(Work task) Look for the string "北甘家巷" in the listing below and copy every line in which it appears.

[Start of section]

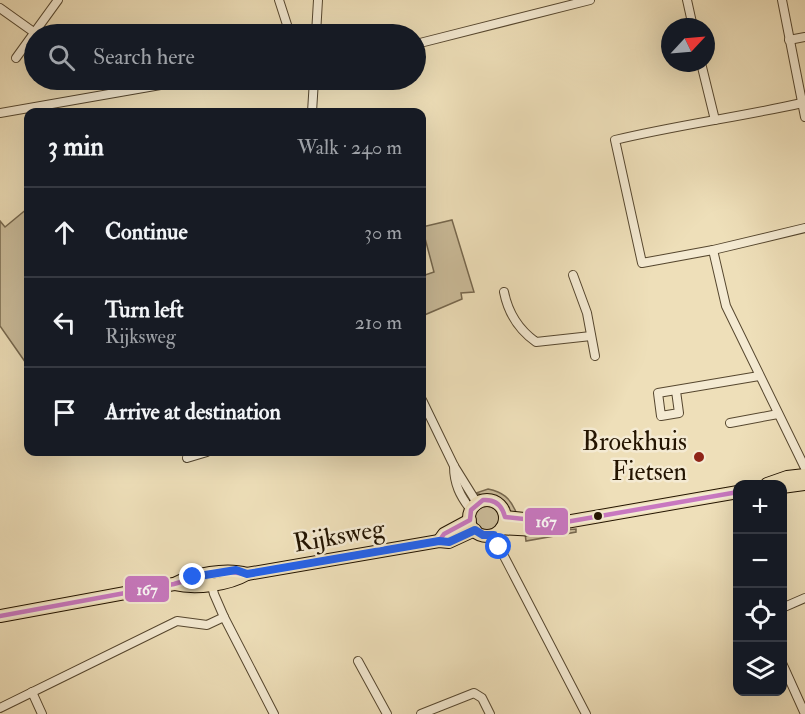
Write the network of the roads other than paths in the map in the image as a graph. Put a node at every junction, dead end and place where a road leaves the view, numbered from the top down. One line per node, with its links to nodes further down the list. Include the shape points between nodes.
1 (58, 0): 9 (street)
2 (279, 0): 10 (street)
3 (318, 0): 11 (street)
4 (590, 0): 15 (street)
5 (687, 0): 8 (street)
6 (782, 0): 14 (street)
7 (0, 8): 12 (street)
8 (691, 18)
9 (41, 24)
10 (287, 24)
11 (317, 24)
12 (24, 25)
13 (805, 37): 14 (street)
14 (789, 40): 21 (street)
15 (426, 41)
16 (24, 47): 17 (street)
17 (16, 58)
18 (703, 72): 27 (street)
19 (132, 90): 22 (street)
20 (313, 90): 23 (street)
21 (802, 102): 26 (street); 27 (street)
22 (29, 108)
23 (312, 108)
24 (24, 109): 25 (street)
25 (0, 113)
26 (805, 117)
27 (714, 120): 29 (street, via 615,140 642,263)
28 (805, 228): 29 (street)
29 (712, 250): 34 (street, via 726,306)
30 (573, 275): 32 (street)
31 (504, 292): 32 (street, via 516,322 536,342)
32 (591, 336): 33 (street)
33 (595, 356)
34 (759, 376): 35 (street); 37 (street)
35 (676, 391)
36 (426, 408): 47 (street)
37 (778, 414): 38 (street); 41 (street)
38 (730, 423)
39 (194, 456): 40 (street)
40 (187, 458)
41 (805, 468)
42 (805, 474): 43 (main road)
43 (778, 480)
44 (805, 484): 45 (main road)
45 (787, 486)
46 (733, 493): 48 (main road, via 560,523)
47 (473, 516): 48 (main road, via 483,535); 48 (main road, via 488,500 497,502 504,510); 49 (main road, Rijksweg, via 439,541 247,574 236,570)
48 (500, 526): 63 (street)
49 (211, 579): 52 (main road, Rijksweg, via 185,579); 53 (street)
50 (805, 598): 51 (street)
51 (787, 606)
52 (0, 616)
53 (224, 617): 56 (street, via 207,625 177,621); 59 (street)
54 (358, 661): 60 (street)
55 (787, 672): 64 (street)
56 (32, 692): 57 (street); 58 (street)
57 (0, 708)
58 (42, 714)
59 (274, 714)
60 (387, 714)
61 (421, 714): 62 (street, via 474,693 482,698)
62 (490, 714)
63 (586, 714)
64 (805, 714)

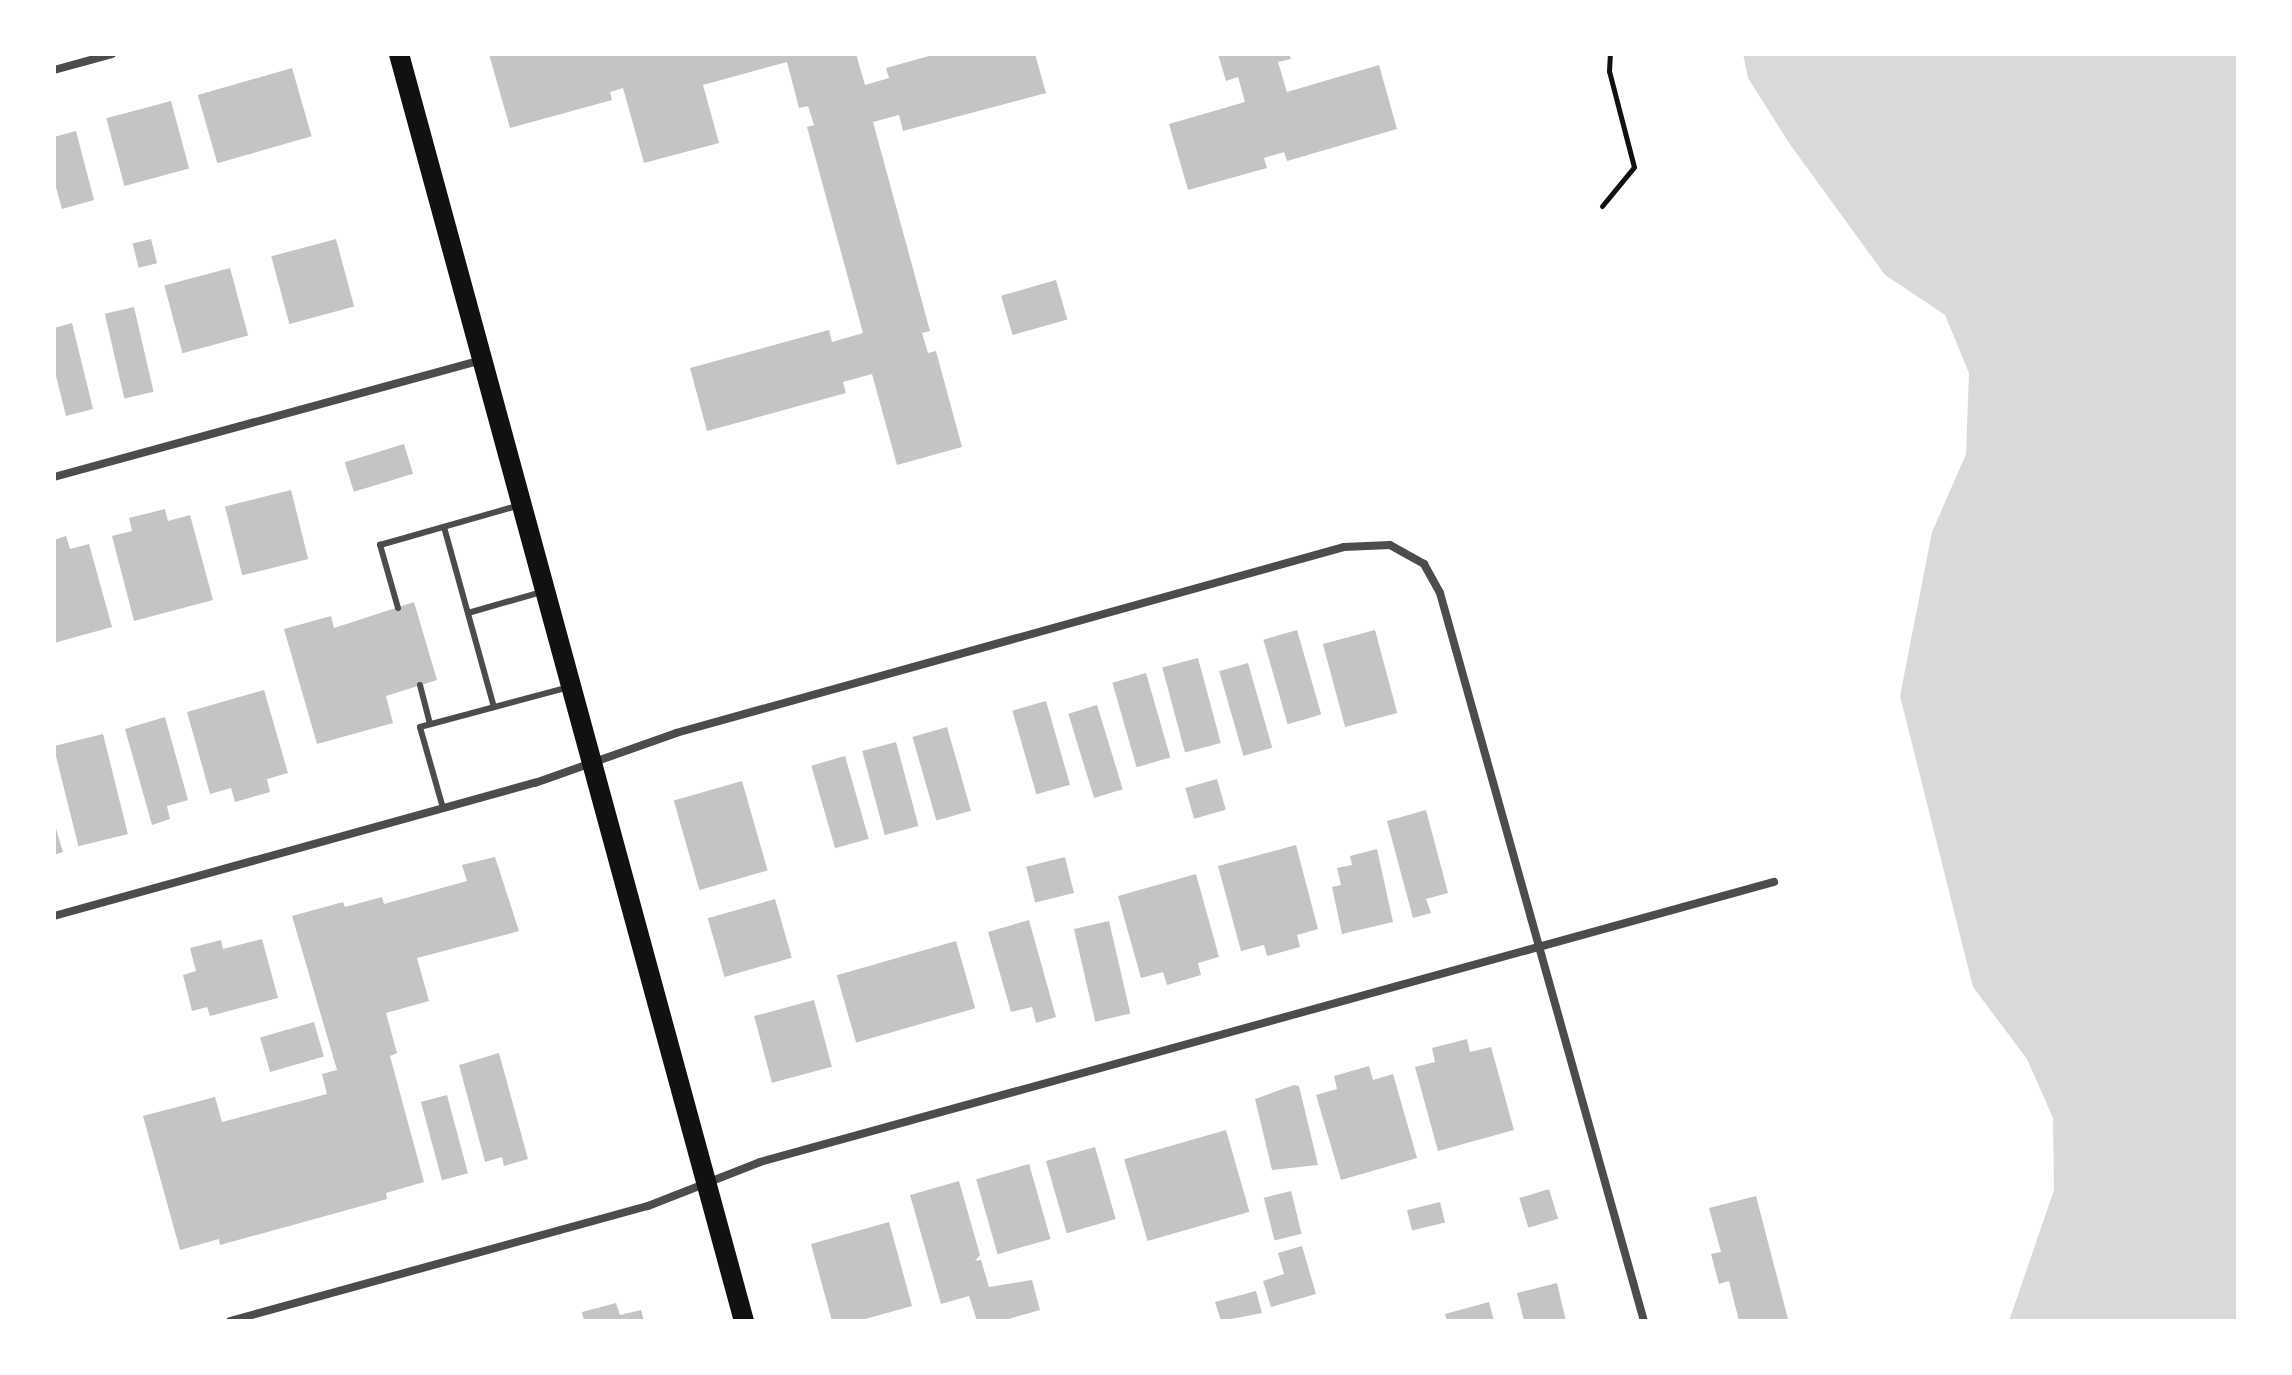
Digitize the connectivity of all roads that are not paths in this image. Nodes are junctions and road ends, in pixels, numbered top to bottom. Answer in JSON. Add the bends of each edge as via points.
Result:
{"nodes":[{"id":1,"x":112,"y":54,"type":"edge"},
{"id":2,"x":399,"y":54,"type":"edge"},
{"id":3,"x":54,"y":70,"type":"edge"},
{"id":4,"x":484,"y":359,"type":"junction"},
{"id":5,"x":54,"y":477,"type":"edge"},
{"id":6,"x":523,"y":504,"type":"junction"},
{"id":7,"x":444,"y":527,"type":"junction"},
{"id":8,"x":547,"y":591,"type":"junction"},
{"id":9,"x":398,"y":608,"type":"dead end"},
{"id":10,"x":468,"y":613,"type":"junction"},
{"id":11,"x":420,"y":685,"type":"dead end"},
{"id":12,"x":572,"y":686,"type":"junction"},
{"id":13,"x":494,"y":707,"type":"junction"},
{"id":14,"x":430,"y":724,"type":"junction"},
{"id":15,"x":593,"y":763,"type":"junction"},
{"id":16,"x":443,"y":808,"type":"junction"},
{"id":17,"x":1774,"y":882,"type":"dead end"},
{"id":18,"x":54,"y":916,"type":"edge"},
{"id":19,"x":1541,"y":946,"type":"junction"},
{"id":20,"x":706,"y":1181,"type":"junction"},
{"id":21,"x":230,"y":1321,"type":"edge"},
{"id":22,"x":744,"y":1321,"type":"edge"},
{"id":23,"x":1644,"y":1321,"type":"edge"}],
"edges":[{"from":1,"to":3,"type":"street"},
{"from":2,"to":4,"type":"main road"},
{"from":4,"to":5,"type":"street"},
{"from":4,"to":6,"type":"main road"},
{"from":6,"to":7,"type":"lane"},
{"from":6,"to":8,"type":"main road"},
{"from":7,"to":9,"type":"lane","via":[[380,545]]},
{"from":7,"to":10,"type":"lane"},
{"from":8,"to":10,"type":"lane"},
{"from":8,"to":12,"type":"main road"},
{"from":10,"to":13,"type":"lane"},
{"from":11,"to":14,"type":"lane"},
{"from":12,"to":13,"type":"lane"},
{"from":12,"to":15,"type":"main road"},
{"from":13,"to":14,"type":"lane"},
{"from":14,"to":16,"type":"lane","via":[[420,727]]},
{"from":15,"to":16,"type":"street"},
{"from":15,"to":19,"type":"street","via":[[676,733],[1344,547],[1390,545],[1424,564],[1440,593]]},
{"from":15,"to":20,"type":"main road"},
{"from":16,"to":18,"type":"street"},
{"from":17,"to":19,"type":"street"},
{"from":19,"to":20,"type":"street"},
{"from":19,"to":23,"type":"street"},
{"from":20,"to":21,"type":"street","via":[[648,1206]]},
{"from":20,"to":22,"type":"main road"}]}
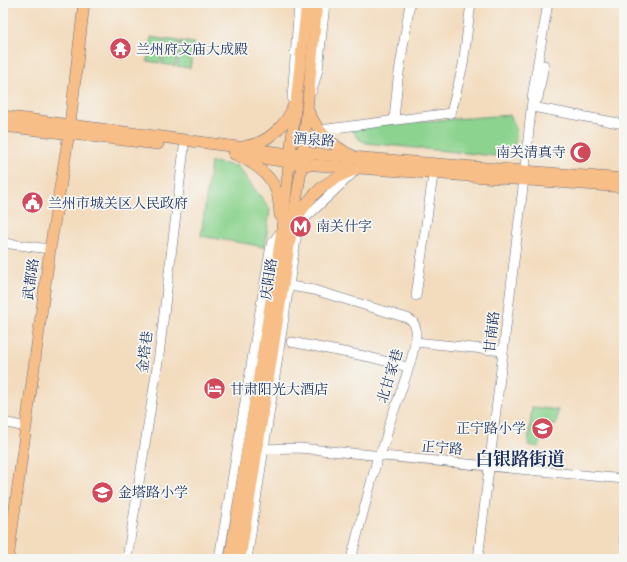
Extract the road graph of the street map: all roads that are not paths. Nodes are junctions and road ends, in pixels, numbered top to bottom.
1 (78, 3) edge
2 (84, 3) edge
3 (299, 3) edge
4 (307, 3) edge
5 (317, 3) edge
6 (325, 3) edge
7 (410, 3) edge
8 (471, 3) edge
9 (548, 3) edge
10 (554, 3) edge
11 (298, 88) junction
12 (306, 106) junction
13 (532, 107) junction
14 (291, 110) junction
15 (3, 116) edge
16 (394, 119) junction
17 (624, 124) edge
18 (3, 126) edge
19 (65, 129) junction
20 (320, 130) junction
21 (184, 148) junction
22 (234, 151) junction
23 (290, 158) junction
24 (303, 159) junction
25 (358, 164) junction
26 (434, 175) junction
27 (523, 176) junction
28 (624, 179) edge
29 (624, 188) edge
30 (296, 225) junction
31 (282, 230) junction
32 (3, 243) edge
33 (47, 249) junction
34 (287, 285) junction
35 (416, 296) dead end
36 (291, 342) dead end
37 (415, 342) junction
38 (503, 351) junction
39 (408, 367) junction
40 (3, 422) edge
41 (23, 426) junction
42 (262, 449) junction
43 (378, 456) junction
44 (491, 465) junction
45 (624, 479) edge
46 (624, 521) edge
47 (624, 540) edge
48 (3, 559) edge
49 (8, 559) edge
50 (127, 559) edge
51 (219, 559) edge
52 (230, 559) edge
53 (240, 559) edge
54 (247, 559) edge
55 (351, 559) edge
56 (478, 559) edge

1 - 19 main road, 武都路
2 - 19 main road, 武都路
3 - 14 street
4 - 11 main road, 庆阳路
5 - 12 main road, 庆阳路
6 - 12 street
7 - 16 street
8 - 16 street, 酒泉路
9 - 13 street, 甘南路
10 - 13 street, 甘南路
11 - 14 main road
11 - 23 main road, 庆阳路
12 - 20 main road
12 - 24 main road, 庆阳路
13 - 17 street
13 - 27 street, 甘南路
14 - 22 main road
15 - 19 main road, 酒泉路
16 - 20 street, 酒泉路
18 - 19 main road, 酒泉路
19 - 21 main road, 酒泉路
19 - 22 main road, 酒泉路
19 - 33 main road, 武都路
20 - 25 main road
21 - 22 main road, 酒泉路
21 - 50 street, 金塔巷
22 - 23 main road, 酒泉路
22 - 31 main road
23 - 24 main road, 酒泉路
23 - 31 main road, 庆阳路
24 - 25 main road, 酒泉路
24 - 30 main road, 庆阳路
25 - 26 main road, 酒泉路
25 - 27 main road, 酒泉路
25 - 30 street
25 - 30 main road
26 - 27 main road, 酒泉路
26 - 35 street
27 - 28 main road, 酒泉路
27 - 29 main road, 酒泉路
27 - 38 street, 甘南路
30 - 34 main road, 庆阳路
31 - 51 street
31 - 52 main road, 庆阳路
32 - 33 street
33 - 41 main road, 武都路
34 - 37 street
34 - 42 main road, 庆阳路
36 - 39 street
37 - 38 street, 北甘家巷
37 - 39 street, 北甘家巷
38 - 44 street, 甘南路
39 - 43 street, 北甘家巷
40 - 41 street
41 - 48 main road, 武都路
41 - 49 main road, 武都路
42 - 43 street, 正宁路
42 - 53 main road, 庆阳路
42 - 54 street
43 - 44 street, 正宁路
43 - 55 street
44 - 45 street, 正宁路
44 - 56 street, 甘南路
46 - 47 street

[End of section]

(Response to the exercise)
37 - 38 street, 北甘家巷
37 - 39 street, 北甘家巷
39 - 43 street, 北甘家巷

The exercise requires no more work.